Navigating the Depths


There is a depth to life that runs like a current while we swim thro' waving communities and forests with the tiniest of minnows 
or the grace of dolphins 
as we dive deep, 
skim the surface or 
wade into the waves 
wind currents wrap around mountains and dive deep into valleys while we fly through the skies
like the tiniest hummingbird or as grand as an eagle
wings spanning the depths of moments, space and time
navigating through cloudy and clear skies, forests and grasslands
feeling hope, seeing beauty and singing our songs.


“I go to seek the Great Perhaps.”
François Rabelais

Friday, February 9, 2018

Details! Schmietails!

This short story was inspired by my blog post from yesterday about paying attention to details. Although self care was specified in that piece, today's morning musing was an attempt at unravelling the many, many details spilling around us. Bills in the mail, memos at work, and those previously mentioned mundane tasks in our homes, not to mention extra curricular schedules and spontaneity. The great depth of it all almost overwhelmed me. Cora, in the following story stepped up and saved my sanity. Enjoy!

Details! Schmietails!

“Details! Schmietails! Do you not see how much is piled on my desk. Practically falling on the floor. And then there’s all my emails. And look at the clock. It’s almost quitting time. I’ll never get it all done. And you want me to pay attention to details differently than I already am?!”

Cora, her naturally curly blonde hair was wound more tightly than usual. Telephones had been ringing all day. The fax machine seemed particularly loud while it hummed and spat out more paper work for her to do. Harried people, with nothing better to do than complain, had been coming and going wanting her to fix their problems. As though it was her fault and not now but right now. Here was her boss, standing ramrod straight with his little clipboard, his tie just so and a knife edge pleat to his pants, telling her about time management and how she could be doing things better and faster. She took a deep breath and pushed back her chair, almost knocking Mr. Detail in the knees. Standing up to her full 4’9”, hands on her hips and her back ramrod straight she looked him square in the buttons on his shirt.

“Just a minute” Cora paused, turned and reached for the foot stool under her desk. She placed it in front of her boss, stood up on it and returned to her position. Now she could look him squarely in the eye. Cora continued in a voice just on this side the calm and controlled manner she presented.

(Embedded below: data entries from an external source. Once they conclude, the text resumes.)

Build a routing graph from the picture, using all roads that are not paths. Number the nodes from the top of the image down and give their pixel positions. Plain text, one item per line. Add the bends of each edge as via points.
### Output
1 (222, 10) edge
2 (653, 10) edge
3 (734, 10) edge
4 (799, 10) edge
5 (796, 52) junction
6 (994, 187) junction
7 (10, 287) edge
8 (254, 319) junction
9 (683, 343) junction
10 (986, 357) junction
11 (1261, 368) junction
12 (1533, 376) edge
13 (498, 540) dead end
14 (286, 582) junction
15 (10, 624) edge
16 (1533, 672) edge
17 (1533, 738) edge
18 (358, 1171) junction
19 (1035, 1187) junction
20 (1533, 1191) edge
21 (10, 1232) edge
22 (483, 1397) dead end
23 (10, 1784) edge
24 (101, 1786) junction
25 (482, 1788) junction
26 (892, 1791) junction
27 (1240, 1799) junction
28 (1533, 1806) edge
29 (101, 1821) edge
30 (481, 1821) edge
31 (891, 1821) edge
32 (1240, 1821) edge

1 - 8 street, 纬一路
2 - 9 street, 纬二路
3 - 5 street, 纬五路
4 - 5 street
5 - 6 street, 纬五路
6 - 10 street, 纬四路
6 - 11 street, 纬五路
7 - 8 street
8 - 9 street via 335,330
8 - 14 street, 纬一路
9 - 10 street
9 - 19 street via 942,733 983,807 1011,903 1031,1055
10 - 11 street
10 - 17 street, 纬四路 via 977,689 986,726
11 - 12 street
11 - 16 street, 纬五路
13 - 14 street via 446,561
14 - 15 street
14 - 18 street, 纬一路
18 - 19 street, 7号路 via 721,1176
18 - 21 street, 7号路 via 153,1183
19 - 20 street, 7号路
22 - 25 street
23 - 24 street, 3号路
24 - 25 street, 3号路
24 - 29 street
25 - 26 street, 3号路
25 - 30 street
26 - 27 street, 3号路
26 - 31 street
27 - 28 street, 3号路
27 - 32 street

“Mr. Derringer, you’re a good man. An intelligent man. If you look at the clock, you’ll see that the office will be closed in one hour. That’s five o’clock. If you look at my desk, you’ll see that I have more than one hours work. Now, I appreciate your information however it is eating into the time I have managed to carve out to clear at least some of it up. I will be completing what I am able to reasonably do before five. I know how you hate to pay overtime, so all the rest will be stacked in order so that I can get it all completed tomorrow. I do hope there is more staff here tomorrow to answer….the……phones. Telephones do not care about time management. Thank you for listening to me. Please take your clipboard and return to your office.”

With that Cora stepped down off of her stool, put it away under her desk, sat down in her chair and returned to work. Mr. Derringer just stood still his mouth open as though he were about to speak.

“And close your mouth before you go.”

Cora smiled as she heard her boss step away from her desk, his footsteps retreating quietly to his office. Her tap-tapping on her key board and ruffling of invoices, bills, and correspondence covered his tracks. All the details in the world would not make her work faster. But she would leave on time so she could get to her son’s basketball game by six p.m. Supper would be ready for her when she arrived home, a lovely stew bubbling in the crock pot. Cora settled in to finish her work day.

“The details of life have a tendency to interfere with the actual living of life.”
~ Richard Diaz

Thursday, February 8, 2018

Embracing the Mundane

The last lines of my post yesterday were ‘there are so many other things that filled the in-between moments tossed away as mundane. ……even I feel the urge to say that I haven’t done enough or been busy enough.’ I’ve carried those thoughts with me this morning. Any morning, whether an outside work day or at home, is filled with those apparently mundane things. Things such as getting out of bed in the morning, brushing our teeth, general grooming for what the day has to bring. I know that many jump out of bed, throw their clothes on and rush out the door, grabbing a coffee on their way to work. Alternatively, it may be a dedicated and delightful pyjama day that does not require an acceptable visage for the world, with coffee at home. Regardless, all of these so called mundane things are really self care. Self care is something seldom on any schedule unless it is an appointment for a manicure or doctor’s appointment. Finding the meaning, the depth to the so-called mundane reminds me that without these activities, we would be a pretty messy society.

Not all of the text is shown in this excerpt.